[Start of Attachment]

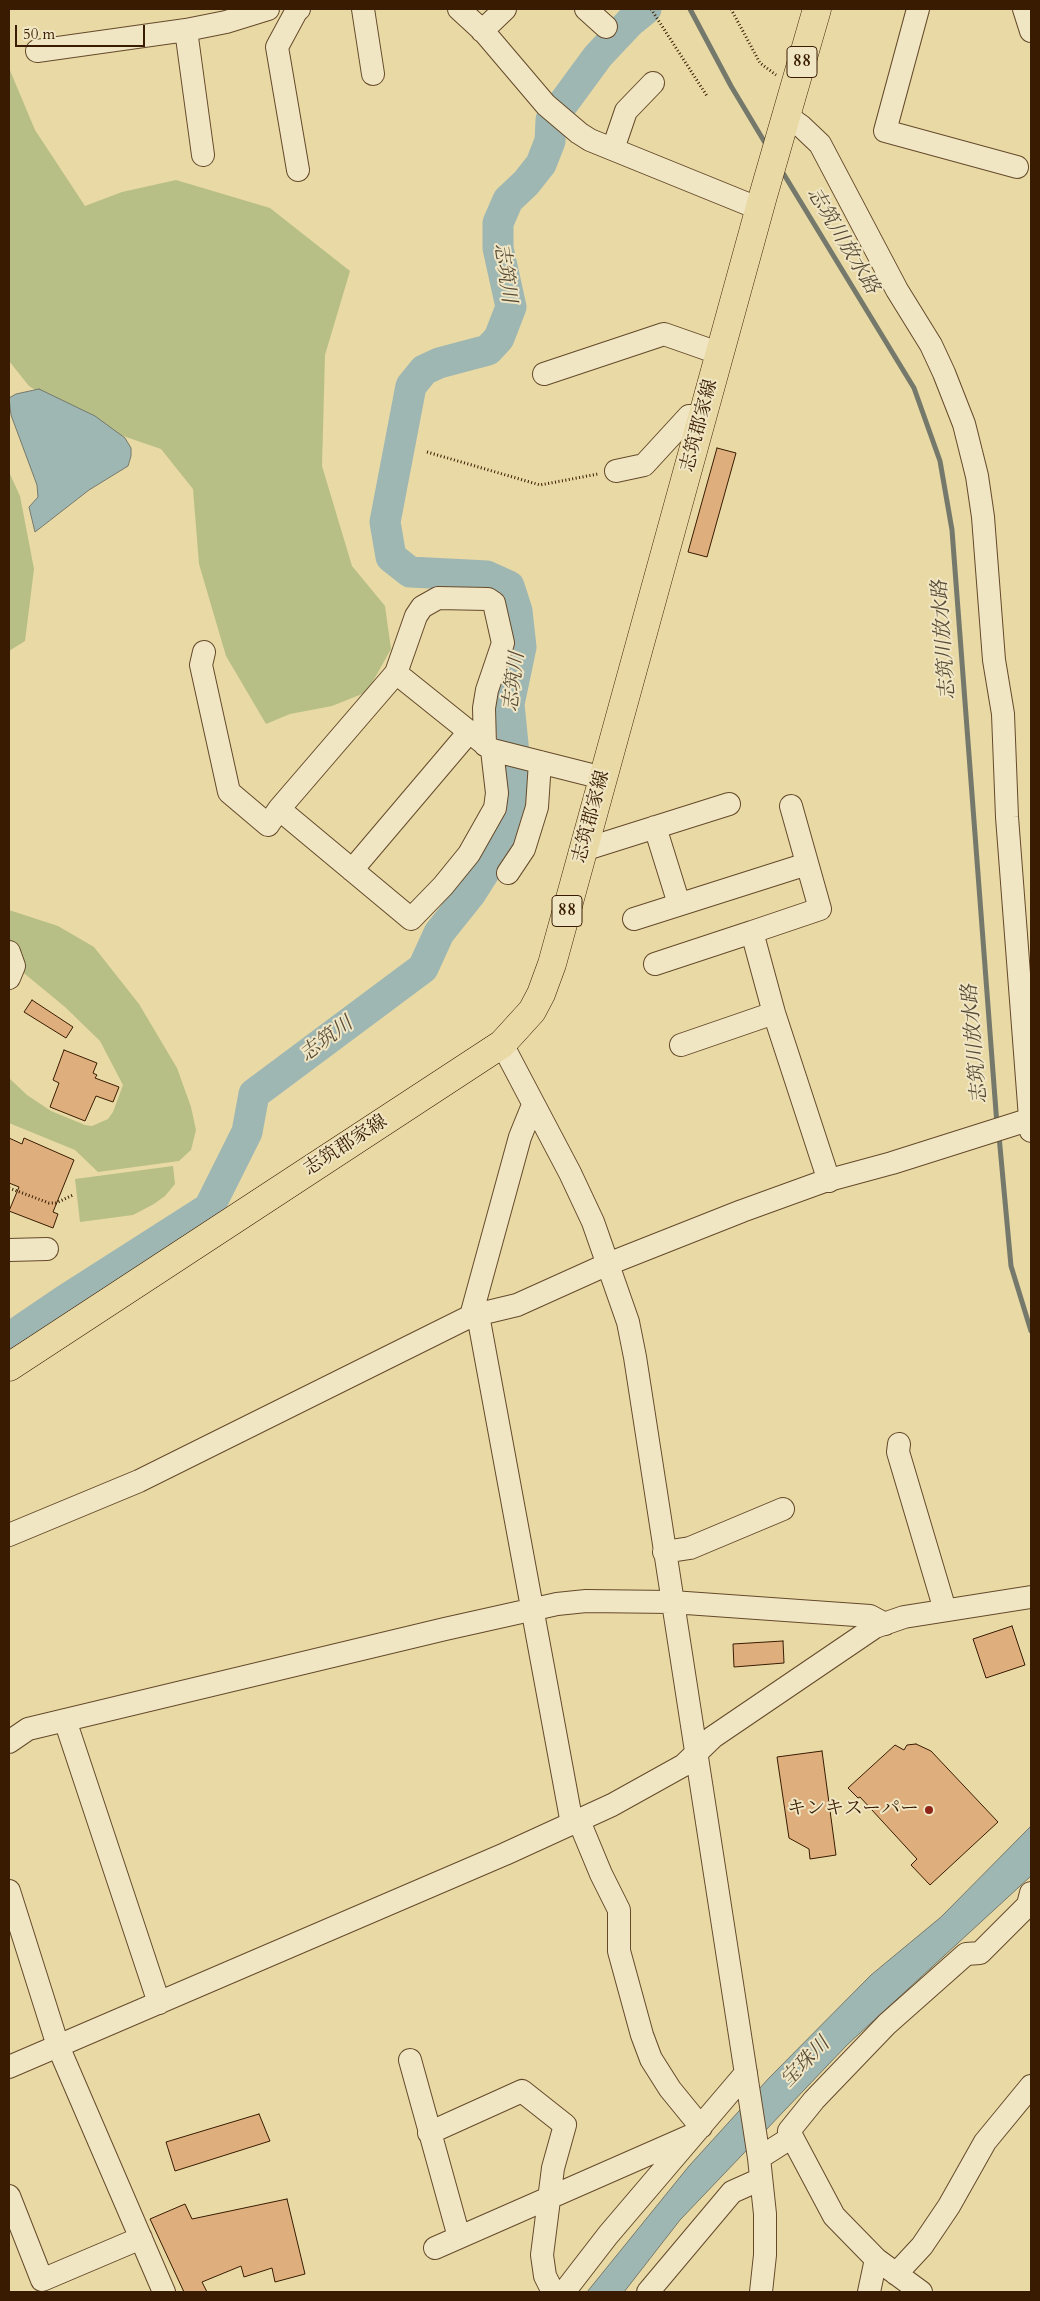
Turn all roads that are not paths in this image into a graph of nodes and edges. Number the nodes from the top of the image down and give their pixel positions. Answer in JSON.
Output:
{"nodes":[{"id":1,"x":268,"y":9,"type":"edge"},
{"id":2,"x":297,"y":9,"type":"edge"},
{"id":3,"x":363,"y":9,"type":"edge"},
{"id":4,"x":459,"y":9,"type":"edge"},
{"id":5,"x":505,"y":9,"type":"edge"},
{"id":6,"x":586,"y":9,"type":"edge"},
{"id":7,"x":817,"y":9,"type":"edge"},
{"id":8,"x":918,"y":9,"type":"edge"},
{"id":9,"x":1024,"y":9,"type":"edge"},
{"id":10,"x":606,"y":28,"type":"dead end"},
{"id":11,"x":186,"y":30,"type":"junction"},
{"id":12,"x":482,"y":31,"type":"junction"},
{"id":13,"x":1031,"y":31,"type":"edge"},
{"id":14,"x":37,"y":51,"type":"dead end"},
{"id":15,"x":374,"y":74,"type":"dead end"},
{"id":16,"x":652,"y":82,"type":"dead end"},
{"id":17,"x":787,"y":116,"type":"junction"},
{"id":18,"x":612,"y":149,"type":"junction"},
{"id":19,"x":203,"y":155,"type":"dead end"},
{"id":20,"x":1017,"y":167,"type":"dead end"},
{"id":21,"x":298,"y":170,"type":"dead end"},
{"id":22,"x":761,"y":203,"type":"junction"},
{"id":23,"x":720,"y":354,"type":"junction"},
{"id":24,"x":544,"y":374,"type":"dead end"},
{"id":25,"x":703,"y":416,"type":"junction"},
{"id":26,"x":616,"y":471,"type":"road end"},
{"id":27,"x":204,"y":652,"type":"dead end"},
{"id":28,"x":396,"y":673,"type":"junction"},
{"id":29,"x":487,"y":745,"type":"junction"},
{"id":30,"x":534,"y":760,"type":"junction"},
{"id":31,"x":603,"y":778,"type":"junction"},
{"id":32,"x":729,"y":804,"type":"dead end"},
{"id":33,"x":791,"y":806,"type":"dead end"},
{"id":34,"x":280,"y":809,"type":"junction"},
{"id":35,"x":655,"y":827,"type":"junction"},
{"id":36,"x":583,"y":850,"type":"junction"},
{"id":37,"x":807,"y":864,"type":"junction"},
{"id":38,"x":352,"y":870,"type":"junction"},
{"id":39,"x":508,"y":873,"type":"dead end"},
{"id":40,"x":680,"y":904,"type":"junction"},
{"id":41,"x":634,"y":918,"type":"dead end"},
{"id":42,"x":752,"y":932,"type":"junction"},
{"id":43,"x":9,"y":952,"type":"edge"},
{"id":44,"x":655,"y":964,"type":"dead end"},
{"id":45,"x":9,"y":978,"type":"edge"},
{"id":46,"x":774,"y":1013,"type":"junction"},
{"id":47,"x":502,"y":1044,"type":"junction"},
{"id":48,"x":681,"y":1045,"type":"dead end"},
{"id":49,"x":1029,"y":1072,"type":"edge"},
{"id":50,"x":534,"y":1105,"type":"junction"},
{"id":51,"x":1031,"y":1125,"type":"edge"},
{"id":52,"x":828,"y":1181,"type":"junction"},
{"id":53,"x":10,"y":1243,"type":"edge"},
{"id":54,"x":47,"y":1249,"type":"dead end"},
{"id":55,"x":608,"y":1264,"type":"junction"},
{"id":56,"x":475,"y":1316,"type":"junction"},
{"id":57,"x":9,"y":1367,"type":"edge"},
{"id":58,"x":900,"y":1444,"type":"dead end"},
{"id":59,"x":783,"y":1509,"type":"dead end"},
{"id":60,"x":9,"y":1535,"type":"edge"},
{"id":61,"x":664,"y":1552,"type":"junction"},
{"id":62,"x":1031,"y":1597,"type":"edge"},
{"id":63,"x":672,"y":1602,"type":"junction"},
{"id":64,"x":532,"y":1609,"type":"junction"},
{"id":65,"x":945,"y":1610,"type":"junction"},
{"id":66,"x":885,"y":1624,"type":"junction"},
{"id":67,"x":65,"y":1720,"type":"junction"},
{"id":68,"x":9,"y":1742,"type":"edge"},
{"id":69,"x":696,"y":1754,"type":"junction"},
{"id":70,"x":576,"y":1823,"type":"junction"},
{"id":71,"x":9,"y":1891,"type":"edge"},
{"id":72,"x":1031,"y":1893,"type":"edge"},
{"id":73,"x":159,"y":2003,"type":"junction"},
{"id":74,"x":58,"y":2046,"type":"junction"},
{"id":75,"x":410,"y":2060,"type":"dead end"},
{"id":76,"x":9,"y":2067,"type":"edge"},
{"id":77,"x":747,"y":2083,"type":"junction"},
{"id":78,"x":1031,"y":2086,"type":"edge"},
{"id":79,"x":697,"y":2131,"type":"junction"},
{"id":80,"x":429,"y":2133,"type":"junction"},
{"id":81,"x":792,"y":2137,"type":"junction"},
{"id":82,"x":760,"y":2168,"type":"junction"},
{"id":83,"x":9,"y":2196,"type":"edge"},
{"id":84,"x":549,"y":2198,"type":"junction"},
{"id":85,"x":16,"y":2237,"type":"edge"},
{"id":86,"x":459,"y":2237,"type":"junction"},
{"id":87,"x":141,"y":2238,"type":"junction"},
{"id":88,"x":435,"y":2248,"type":"dead end"},
{"id":89,"x":876,"y":2259,"type":"junction"},
{"id":90,"x":896,"y":2274,"type":"junction"},
{"id":91,"x":44,"y":2286,"type":"edge"},
{"id":92,"x":164,"y":2292,"type":"edge"},
{"id":93,"x":553,"y":2292,"type":"edge"},
{"id":94,"x":564,"y":2292,"type":"edge"},
{"id":95,"x":648,"y":2292,"type":"edge"},
{"id":96,"x":761,"y":2292,"type":"edge"},
{"id":97,"x":868,"y":2292,"type":"edge"},
{"id":98,"x":921,"y":2292,"type":"edge"}],
"edges":[{"from":1,"to":11,"type":"street"},
{"from":2,"to":21,"type":"street"},
{"from":3,"to":15,"type":"street"},
{"from":4,"to":12,"type":"street"},
{"from":5,"to":12,"type":"street"},
{"from":6,"to":10,"type":"street"},
{"from":7,"to":17,"type":"main road","name":"志筑郡家線","number":"88"},
{"from":8,"to":20,"type":"street"},
{"from":9,"to":13,"type":"street"},
{"from":11,"to":14,"type":"street"},
{"from":11,"to":19,"type":"street"},
{"from":12,"to":18,"type":"street"},
{"from":16,"to":18,"type":"street"},
{"from":17,"to":22,"type":"main road","name":"志筑郡家線","number":"88"},
{"from":17,"to":49,"type":"street"},
{"from":18,"to":22,"type":"street"},
{"from":22,"to":23,"type":"main road","name":"志筑郡家線","number":"88"},
{"from":23,"to":24,"type":"street"},
{"from":23,"to":25,"type":"main road","name":"志筑郡家線","number":"88"},
{"from":25,"to":26,"type":"street"},
{"from":25,"to":31,"type":"main road","name":"志筑郡家線","number":"88"},
{"from":27,"to":34,"type":"street"},
{"from":28,"to":29,"type":"street"},
{"from":28,"to":29,"type":"street"},
{"from":28,"to":34,"type":"street"},
{"from":29,"to":30,"type":"street"},
{"from":29,"to":38,"type":"street"},
{"from":29,"to":38,"type":"street"},
{"from":30,"to":31,"type":"street"},
{"from":30,"to":39,"type":"street"},
{"from":31,"to":36,"type":"main road","name":"志筑郡家線","number":"88"},
{"from":32,"to":35,"type":"street"},
{"from":33,"to":37,"type":"street"},
{"from":34,"to":38,"type":"street"},
{"from":35,"to":36,"type":"street"},
{"from":35,"to":40,"type":"street"},
{"from":36,"to":47,"type":"main road","name":"志筑郡家線","number":"88"},
{"from":37,"to":40,"type":"street"},
{"from":37,"to":42,"type":"street"},
{"from":40,"to":41,"type":"street"},
{"from":42,"to":44,"type":"street"},
{"from":42,"to":46,"type":"street"},
{"from":43,"to":45,"type":"street"},
{"from":46,"to":48,"type":"street"},
{"from":46,"to":52,"type":"street"},
{"from":47,"to":50,"type":"street"},
{"from":47,"to":57,"type":"main road","name":"志筑郡家線","number":"88"},
{"from":49,"to":51,"type":"street"},
{"from":50,"to":55,"type":"street"},
{"from":50,"to":56,"type":"street"},
{"from":51,"to":52,"type":"street"},
{"from":52,"to":55,"type":"street"},
{"from":53,"to":54,"type":"street"},
{"from":55,"to":56,"type":"street"},
{"from":55,"to":61,"type":"street"},
{"from":56,"to":60,"type":"street"},
{"from":56,"to":64,"type":"street"},
{"from":58,"to":65,"type":"street"},
{"from":59,"to":61,"type":"street"},
{"from":61,"to":63,"type":"street"},
{"from":62,"to":65,"type":"street"},
{"from":63,"to":64,"type":"street"},
{"from":63,"to":66,"type":"street"},
{"from":63,"to":69,"type":"street"},
{"from":64,"to":67,"type":"street"},
{"from":64,"to":70,"type":"street"},
{"from":65,"to":66,"type":"street"},
{"from":66,"to":69,"type":"street"},
{"from":67,"to":68,"type":"street"},
{"from":67,"to":73,"type":"street"},
{"from":69,"to":70,"type":"street"},
{"from":69,"to":77,"type":"street"},
{"from":70,"to":73,"type":"street"},
{"from":70,"to":79,"type":"street"},
{"from":71,"to":74,"type":"street"},
{"from":72,"to":81,"type":"street"},
{"from":73,"to":74,"type":"street"},
{"from":74,"to":76,"type":"street"},
{"from":74,"to":87,"type":"street"},
{"from":75,"to":80,"type":"street"},
{"from":77,"to":79,"type":"street"},
{"from":77,"to":82,"type":"street"},
{"from":78,"to":90,"type":"street"},
{"from":79,"to":84,"type":"street"},
{"from":79,"to":94,"type":"street"},
{"from":80,"to":84,"type":"street"},
{"from":80,"to":86,"type":"street"},
{"from":81,"to":82,"type":"street"},
{"from":81,"to":89,"type":"street"},
{"from":82,"to":95,"type":"street"},
{"from":82,"to":96,"type":"street"},
{"from":83,"to":85,"type":"street"},
{"from":84,"to":86,"type":"street"},
{"from":84,"to":93,"type":"street"},
{"from":85,"to":91,"type":"street"},
{"from":86,"to":88,"type":"street"},
{"from":87,"to":91,"type":"street"},
{"from":87,"to":92,"type":"street"},
{"from":89,"to":90,"type":"street"},
{"from":89,"to":97,"type":"street"},
{"from":90,"to":98,"type":"street"}]}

[End of Attachment]

# TASK INSTRUCTIONS:
Check the listing for the word "name". Show each line that has it.

# SOLUTION TO THIS PROBLEM:
{"from":7,"to":17,"type":"main road","name":"志筑郡家線","number":"88"},
{"from":17,"to":22,"type":"main road","name":"志筑郡家線","number":"88"},
{"from":22,"to":23,"type":"main road","name":"志筑郡家線","number":"88"},
{"from":23,"to":25,"type":"main road","name":"志筑郡家線","number":"88"},
{"from":25,"to":31,"type":"main road","name":"志筑郡家線","number":"88"},
{"from":31,"to":36,"type":"main road","name":"志筑郡家線","number":"88"},
{"from":36,"to":47,"type":"main road","name":"志筑郡家線","number":"88"},
{"from":47,"to":57,"type":"main road","name":"志筑郡家線","number":"88"},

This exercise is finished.